ENTRIES SHOWN »
+ + + + +
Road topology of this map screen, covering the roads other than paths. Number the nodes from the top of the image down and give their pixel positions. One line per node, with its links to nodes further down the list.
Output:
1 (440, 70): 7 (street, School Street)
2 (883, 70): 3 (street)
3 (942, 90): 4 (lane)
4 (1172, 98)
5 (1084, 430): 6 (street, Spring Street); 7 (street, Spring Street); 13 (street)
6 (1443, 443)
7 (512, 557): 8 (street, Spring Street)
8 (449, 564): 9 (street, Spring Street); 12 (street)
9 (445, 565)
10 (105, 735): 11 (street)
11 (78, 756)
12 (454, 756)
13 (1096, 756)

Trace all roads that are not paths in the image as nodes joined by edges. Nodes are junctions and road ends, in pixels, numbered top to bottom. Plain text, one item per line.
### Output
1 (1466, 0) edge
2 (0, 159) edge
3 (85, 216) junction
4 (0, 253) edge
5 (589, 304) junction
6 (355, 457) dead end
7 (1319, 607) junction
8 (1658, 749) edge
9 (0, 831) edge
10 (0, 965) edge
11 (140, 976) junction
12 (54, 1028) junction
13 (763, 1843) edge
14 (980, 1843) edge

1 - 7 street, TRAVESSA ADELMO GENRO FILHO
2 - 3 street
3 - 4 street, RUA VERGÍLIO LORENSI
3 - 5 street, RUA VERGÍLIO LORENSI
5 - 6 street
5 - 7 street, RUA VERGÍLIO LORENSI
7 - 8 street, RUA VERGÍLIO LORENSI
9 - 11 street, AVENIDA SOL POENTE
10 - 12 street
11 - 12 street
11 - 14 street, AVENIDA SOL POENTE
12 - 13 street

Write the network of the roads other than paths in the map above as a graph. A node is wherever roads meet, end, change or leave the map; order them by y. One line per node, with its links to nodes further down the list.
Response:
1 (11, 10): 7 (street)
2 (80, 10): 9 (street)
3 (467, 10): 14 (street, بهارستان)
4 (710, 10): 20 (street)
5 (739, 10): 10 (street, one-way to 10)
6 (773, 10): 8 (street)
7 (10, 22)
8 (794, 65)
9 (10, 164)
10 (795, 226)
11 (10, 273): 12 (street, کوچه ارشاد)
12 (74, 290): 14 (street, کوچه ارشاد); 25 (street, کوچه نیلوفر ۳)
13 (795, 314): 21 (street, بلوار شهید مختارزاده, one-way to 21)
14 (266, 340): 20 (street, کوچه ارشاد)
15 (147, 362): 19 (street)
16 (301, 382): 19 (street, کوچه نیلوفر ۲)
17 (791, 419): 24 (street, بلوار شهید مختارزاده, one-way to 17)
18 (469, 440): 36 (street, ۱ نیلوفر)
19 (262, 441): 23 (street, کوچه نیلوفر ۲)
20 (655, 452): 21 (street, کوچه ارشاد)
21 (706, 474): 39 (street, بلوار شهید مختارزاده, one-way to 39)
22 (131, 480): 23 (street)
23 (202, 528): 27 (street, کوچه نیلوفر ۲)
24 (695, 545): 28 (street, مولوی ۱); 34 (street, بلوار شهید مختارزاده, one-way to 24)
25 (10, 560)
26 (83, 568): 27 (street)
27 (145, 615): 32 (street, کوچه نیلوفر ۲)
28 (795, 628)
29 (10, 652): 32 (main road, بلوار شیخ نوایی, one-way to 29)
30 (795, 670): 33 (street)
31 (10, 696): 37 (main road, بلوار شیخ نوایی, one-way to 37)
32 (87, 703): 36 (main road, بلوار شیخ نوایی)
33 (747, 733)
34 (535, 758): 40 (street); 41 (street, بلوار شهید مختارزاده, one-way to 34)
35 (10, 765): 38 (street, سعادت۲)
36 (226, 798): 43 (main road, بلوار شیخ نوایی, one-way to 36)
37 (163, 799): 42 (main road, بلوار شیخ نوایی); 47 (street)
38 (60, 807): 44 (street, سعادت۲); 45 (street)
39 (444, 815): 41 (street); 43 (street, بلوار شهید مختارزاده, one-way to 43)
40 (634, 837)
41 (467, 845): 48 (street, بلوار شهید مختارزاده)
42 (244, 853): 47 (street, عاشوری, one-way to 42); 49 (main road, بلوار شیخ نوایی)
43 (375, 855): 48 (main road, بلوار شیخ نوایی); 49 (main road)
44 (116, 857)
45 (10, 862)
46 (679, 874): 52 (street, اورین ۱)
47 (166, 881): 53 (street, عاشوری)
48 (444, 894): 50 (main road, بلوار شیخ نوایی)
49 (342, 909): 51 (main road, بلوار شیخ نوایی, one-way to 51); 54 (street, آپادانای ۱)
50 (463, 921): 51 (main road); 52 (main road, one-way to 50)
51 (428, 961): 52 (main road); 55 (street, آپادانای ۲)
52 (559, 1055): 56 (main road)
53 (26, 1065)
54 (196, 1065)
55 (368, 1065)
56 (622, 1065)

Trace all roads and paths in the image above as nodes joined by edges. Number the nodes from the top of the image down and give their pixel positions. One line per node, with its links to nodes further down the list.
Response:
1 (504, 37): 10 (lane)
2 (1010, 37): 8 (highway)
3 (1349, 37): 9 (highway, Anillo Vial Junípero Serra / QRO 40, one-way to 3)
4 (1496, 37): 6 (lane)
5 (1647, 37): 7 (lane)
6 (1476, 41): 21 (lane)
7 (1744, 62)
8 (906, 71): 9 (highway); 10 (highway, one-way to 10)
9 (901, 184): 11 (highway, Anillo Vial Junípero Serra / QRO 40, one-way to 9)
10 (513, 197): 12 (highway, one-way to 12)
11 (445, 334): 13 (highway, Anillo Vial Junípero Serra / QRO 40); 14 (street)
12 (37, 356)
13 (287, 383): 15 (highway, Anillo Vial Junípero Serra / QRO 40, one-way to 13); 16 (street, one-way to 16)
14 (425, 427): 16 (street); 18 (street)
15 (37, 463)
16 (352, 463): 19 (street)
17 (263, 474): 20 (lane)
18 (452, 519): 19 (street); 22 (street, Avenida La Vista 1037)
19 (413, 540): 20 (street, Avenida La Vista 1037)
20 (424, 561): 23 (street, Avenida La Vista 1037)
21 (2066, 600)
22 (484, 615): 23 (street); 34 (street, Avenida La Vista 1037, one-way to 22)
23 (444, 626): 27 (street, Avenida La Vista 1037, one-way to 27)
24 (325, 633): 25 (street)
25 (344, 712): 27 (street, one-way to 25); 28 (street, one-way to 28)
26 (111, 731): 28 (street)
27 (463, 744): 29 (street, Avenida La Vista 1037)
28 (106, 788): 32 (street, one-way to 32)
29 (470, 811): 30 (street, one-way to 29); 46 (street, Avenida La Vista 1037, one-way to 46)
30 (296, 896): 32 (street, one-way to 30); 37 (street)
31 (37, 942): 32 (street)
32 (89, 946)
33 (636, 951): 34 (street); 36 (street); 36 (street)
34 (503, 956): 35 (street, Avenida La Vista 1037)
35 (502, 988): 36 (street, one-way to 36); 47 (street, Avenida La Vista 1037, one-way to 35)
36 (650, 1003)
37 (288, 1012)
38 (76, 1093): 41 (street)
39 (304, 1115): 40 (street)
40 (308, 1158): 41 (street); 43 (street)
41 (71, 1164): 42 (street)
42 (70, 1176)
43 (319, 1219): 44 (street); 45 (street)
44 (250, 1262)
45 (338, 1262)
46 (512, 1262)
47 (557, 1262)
+ + + + +
WHAT NEEDS TO BE DONE » Retype exactly the lines above, from the one with "Trace all roads that" through the one with "Write the network", inclusive.

RESPONSE BELOW »
Trace all roads that are not paths in the image as nodes joined by edges. Nodes are junctions and road ends, in pixels, numbered top to bottom. Plain text, one item per line.
### Output
1 (1466, 0) edge
2 (0, 159) edge
3 (85, 216) junction
4 (0, 253) edge
5 (589, 304) junction
6 (355, 457) dead end
7 (1319, 607) junction
8 (1658, 749) edge
9 (0, 831) edge
10 (0, 965) edge
11 (140, 976) junction
12 (54, 1028) junction
13 (763, 1843) edge
14 (980, 1843) edge

1 - 7 street, TRAVESSA ADELMO GENRO FILHO
2 - 3 street
3 - 4 street, RUA VERGÍLIO LORENSI
3 - 5 street, RUA VERGÍLIO LORENSI
5 - 6 street
5 - 7 street, RUA VERGÍLIO LORENSI
7 - 8 street, RUA VERGÍLIO LORENSI
9 - 11 street, AVENIDA SOL POENTE
10 - 12 street
11 - 12 street
11 - 14 street, AVENIDA SOL POENTE
12 - 13 street

Write the network of the roads other than paths in the map above as a graph. A node is wherever roads meet, end, change or leave the map; order them by y. One line per node, with its links to nodes further down the list.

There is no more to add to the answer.